Two campaign issues
WASHINGTON ― Korea’s two public policy debates are receiving international attention as the opposition party seeks to nullify the Korea-U.S. free trade agreement and to scrap a naval base on Jeju Island.
The opposition party is now reversing the two most important public policies they had initiated without adequate explanation for changing its stance. If the opposition party is easily changing the public policy discourse, then it may not be a stable political party the public trusts. The presidential candidate four years ago and the former prime minister under President Roh Moo-hyun are now advocating the nullification. They contradict themselves, because they had advocated the trade pact for economic growth and prosperity and national security needed for peace under the Roh administration.
It is hard to understand their changing language and political behavior. Both of them are still loyal to the late Roh.

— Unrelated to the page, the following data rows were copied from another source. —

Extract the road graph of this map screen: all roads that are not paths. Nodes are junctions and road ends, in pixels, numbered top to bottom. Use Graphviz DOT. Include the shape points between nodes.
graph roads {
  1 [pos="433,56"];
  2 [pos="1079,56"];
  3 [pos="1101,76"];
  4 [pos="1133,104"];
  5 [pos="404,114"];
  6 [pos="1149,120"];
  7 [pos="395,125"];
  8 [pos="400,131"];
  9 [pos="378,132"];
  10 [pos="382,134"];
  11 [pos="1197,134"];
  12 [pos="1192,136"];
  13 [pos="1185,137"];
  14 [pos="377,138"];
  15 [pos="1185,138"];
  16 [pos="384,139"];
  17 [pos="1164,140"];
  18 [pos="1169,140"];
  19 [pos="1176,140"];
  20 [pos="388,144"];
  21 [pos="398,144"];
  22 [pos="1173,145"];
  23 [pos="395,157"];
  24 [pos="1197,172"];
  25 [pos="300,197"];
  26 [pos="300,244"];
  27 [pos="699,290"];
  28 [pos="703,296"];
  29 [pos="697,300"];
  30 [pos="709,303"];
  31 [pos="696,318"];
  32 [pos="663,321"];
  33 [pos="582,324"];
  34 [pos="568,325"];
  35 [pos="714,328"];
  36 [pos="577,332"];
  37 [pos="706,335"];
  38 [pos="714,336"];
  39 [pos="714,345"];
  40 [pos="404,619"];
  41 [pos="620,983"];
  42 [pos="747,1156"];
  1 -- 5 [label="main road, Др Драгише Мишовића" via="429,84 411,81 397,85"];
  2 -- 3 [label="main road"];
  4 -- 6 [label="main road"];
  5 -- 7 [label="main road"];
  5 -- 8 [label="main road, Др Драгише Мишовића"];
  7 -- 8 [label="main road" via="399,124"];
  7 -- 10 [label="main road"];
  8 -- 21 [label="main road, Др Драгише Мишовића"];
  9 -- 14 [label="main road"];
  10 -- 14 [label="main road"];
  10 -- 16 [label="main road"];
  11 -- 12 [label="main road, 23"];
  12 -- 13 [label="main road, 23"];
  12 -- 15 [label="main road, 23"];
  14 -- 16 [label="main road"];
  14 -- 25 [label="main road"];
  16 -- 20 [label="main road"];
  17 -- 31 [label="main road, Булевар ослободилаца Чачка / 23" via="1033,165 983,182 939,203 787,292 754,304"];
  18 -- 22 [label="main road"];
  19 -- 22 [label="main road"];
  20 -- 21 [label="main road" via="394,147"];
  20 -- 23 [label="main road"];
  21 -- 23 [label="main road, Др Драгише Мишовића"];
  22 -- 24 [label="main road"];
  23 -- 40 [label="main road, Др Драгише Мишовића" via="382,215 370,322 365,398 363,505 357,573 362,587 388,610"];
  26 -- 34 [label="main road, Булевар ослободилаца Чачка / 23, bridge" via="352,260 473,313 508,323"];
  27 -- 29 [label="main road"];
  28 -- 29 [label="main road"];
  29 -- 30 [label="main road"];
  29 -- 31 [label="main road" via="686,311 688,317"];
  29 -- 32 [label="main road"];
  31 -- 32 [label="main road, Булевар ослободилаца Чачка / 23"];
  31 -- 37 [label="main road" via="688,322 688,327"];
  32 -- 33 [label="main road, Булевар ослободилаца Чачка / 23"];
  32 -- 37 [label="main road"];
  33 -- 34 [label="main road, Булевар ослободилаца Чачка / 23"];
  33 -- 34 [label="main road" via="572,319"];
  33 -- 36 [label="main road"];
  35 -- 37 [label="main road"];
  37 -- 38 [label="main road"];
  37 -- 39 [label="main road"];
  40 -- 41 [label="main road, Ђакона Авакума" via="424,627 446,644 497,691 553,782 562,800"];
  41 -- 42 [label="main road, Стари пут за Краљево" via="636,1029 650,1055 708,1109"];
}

Both of them are anxious to retake the power from the conservative governing party.
The Lee Myung-bak administration is not popular, but the opposition party’s criticisms on the Lee government’s completion of the Korea-U.S. trade pact and beginning of construction of the Jeju naval base are confusing the public.

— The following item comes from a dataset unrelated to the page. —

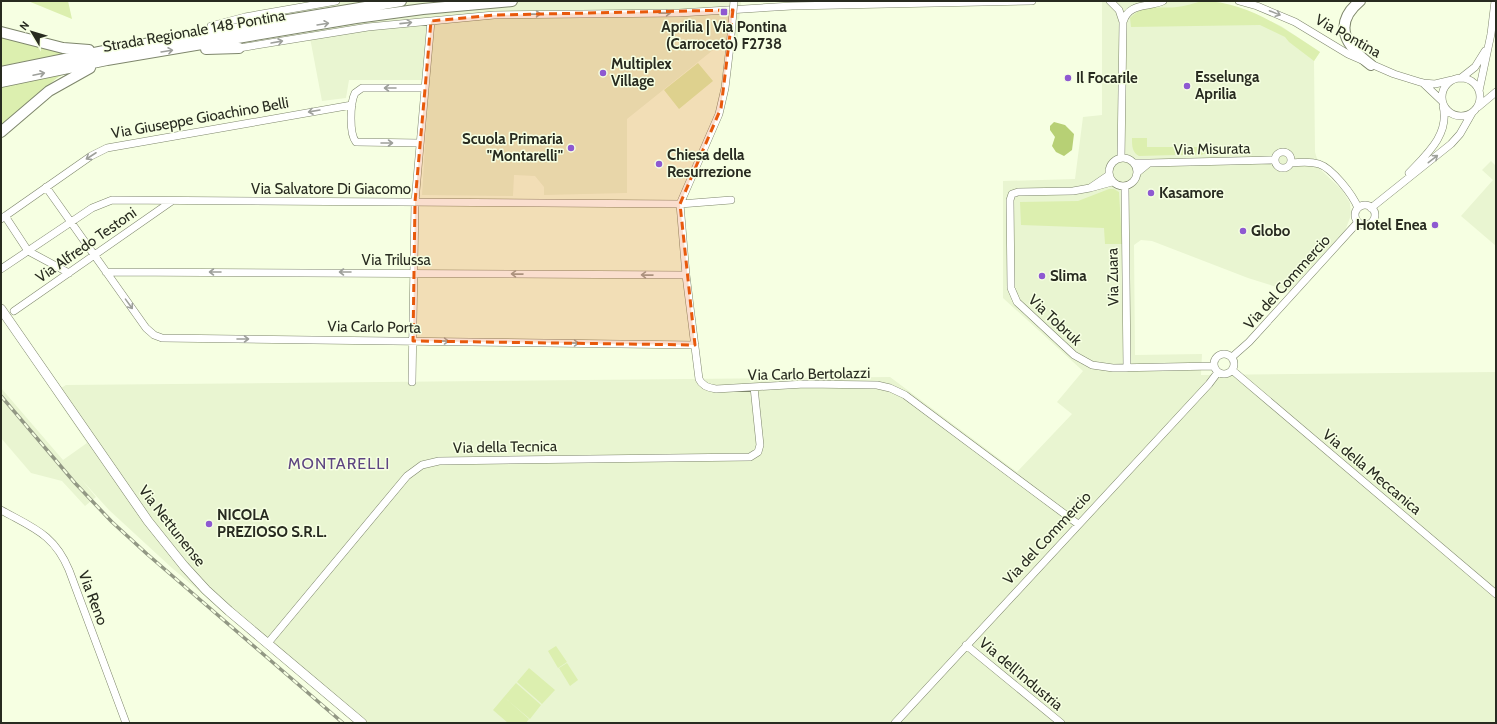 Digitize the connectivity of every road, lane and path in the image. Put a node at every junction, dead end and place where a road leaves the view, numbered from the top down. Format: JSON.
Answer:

The opposition party cannot survive if it thinks that the Korean economy will be fine without the American market and that national security will be fine without the Jeju naval base.
I hope God loves peace-loving people and protects the nation. But God is far from the Korean Peninsula. The opposition party’s attacking of the Lee government can hardly be acceptable to many rational citizens. Many Korean people think that the country cannot maintain the current economic status without its trade with the United States and cannot defend the seas surrounding Korea and sea lane communication without adequate naval forces in the South Sea.

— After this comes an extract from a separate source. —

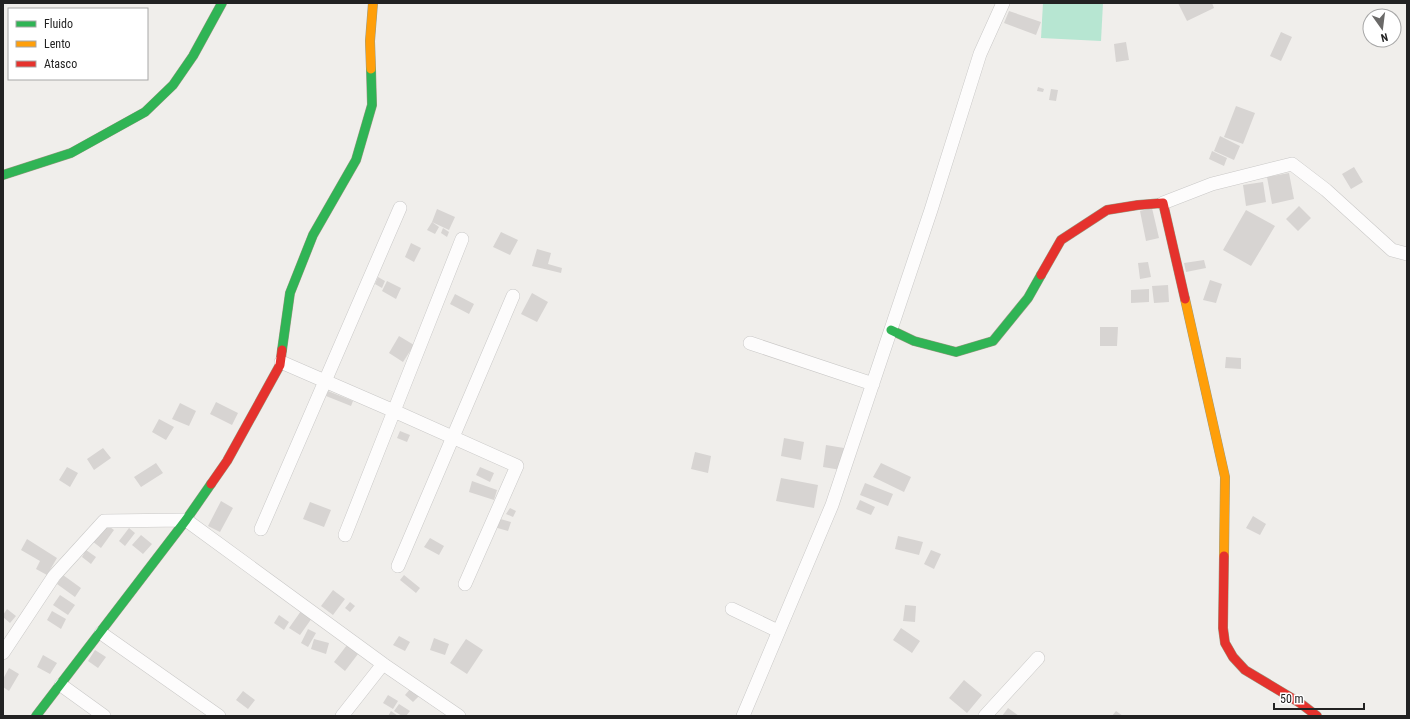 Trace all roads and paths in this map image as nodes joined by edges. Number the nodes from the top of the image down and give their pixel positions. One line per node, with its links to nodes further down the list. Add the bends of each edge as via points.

Scrapping the trade pact will make the Korean economy a permanently under-developed economy and harm Korea’s competitive sectors, such as electronics, construction, automobiles and shipbuilding. Nullifying the trade pact will be pathetic and hilarious to the international community.
Stopping the construction of the naval base may harm the natural beauty of the island. However, the beauty of the island can be harmoniously balanced with the national security needs.
Constructing a harbor will change and damage nature but the government promised to preserve the beauty of the island as much as possible.
Idealistic environmentalists may deny all human construction of residential houses, schools, roads, industrial parks and sports complexes. We should preserve the primitive and virgin land and sea if we want to be idealistic environmentalists. We should not exist. They should not exist on Earth, if they want to conserve nature as it was.
Hawaii is still a paradise although it has Pearl Harbor with the Pacific Fleet Command. I am an environmentalist and a nature-loving poet, but I want to advocate national security and civilization over bucolic nature.
I was surprised to see an international network of anti-Jeju naval base activists in the United States and elsewhere. I did not know there were many foreign people loving Jeju Island. I appreciate their attention, but I will appreciate their care more when they advocate peace and civility in the Asian sea. I hope they are also interested in Korea’s national security and their international network condemning China’s protection of North Korean dictatorship committing crimes against humanity even at this moment as well as China’s growing military ambition.
In 2012, Korean politics will be focused on the two grandiose public policy issues. Opposition parties advocating nullification of the pact and the naval base will not go very far. Who knows? Mass democracy is not always rational. A left wind may sweep the Korean Peninsula.
The ruling Saenuri Party may be able to defend its two policies. I forecast that the Korean voters will make relatively easy decisions in the voting booths in April for National Assembly elections and in December for the presidential election.
The opposition coalition may be enormously powerful but its political stance on the two sensitive issues will be shaky, because the liberal Kim Dae-jung and Roh administrations had initiated the pact and the naval base for the nation’s economic prosperity and the nation’s security.
Once the opposition party deviates from the policies set by their liberal leaders, its legitimacy is not based on traditional leadership, but something else.
The nation will witness serious public policy debates between the defenders and attackers of the Korea-U.S. trade pact and the naval base. All elections are supposed to provide forums for political education for citizenship.
The Korean people will be mature and rational from a series of public policy debates during the campaign period. Citizenship requires mature and rational decision-making in the voting booths.
I hope Korean politics will make a turning point for mature and intelligent discourse of public policy this year.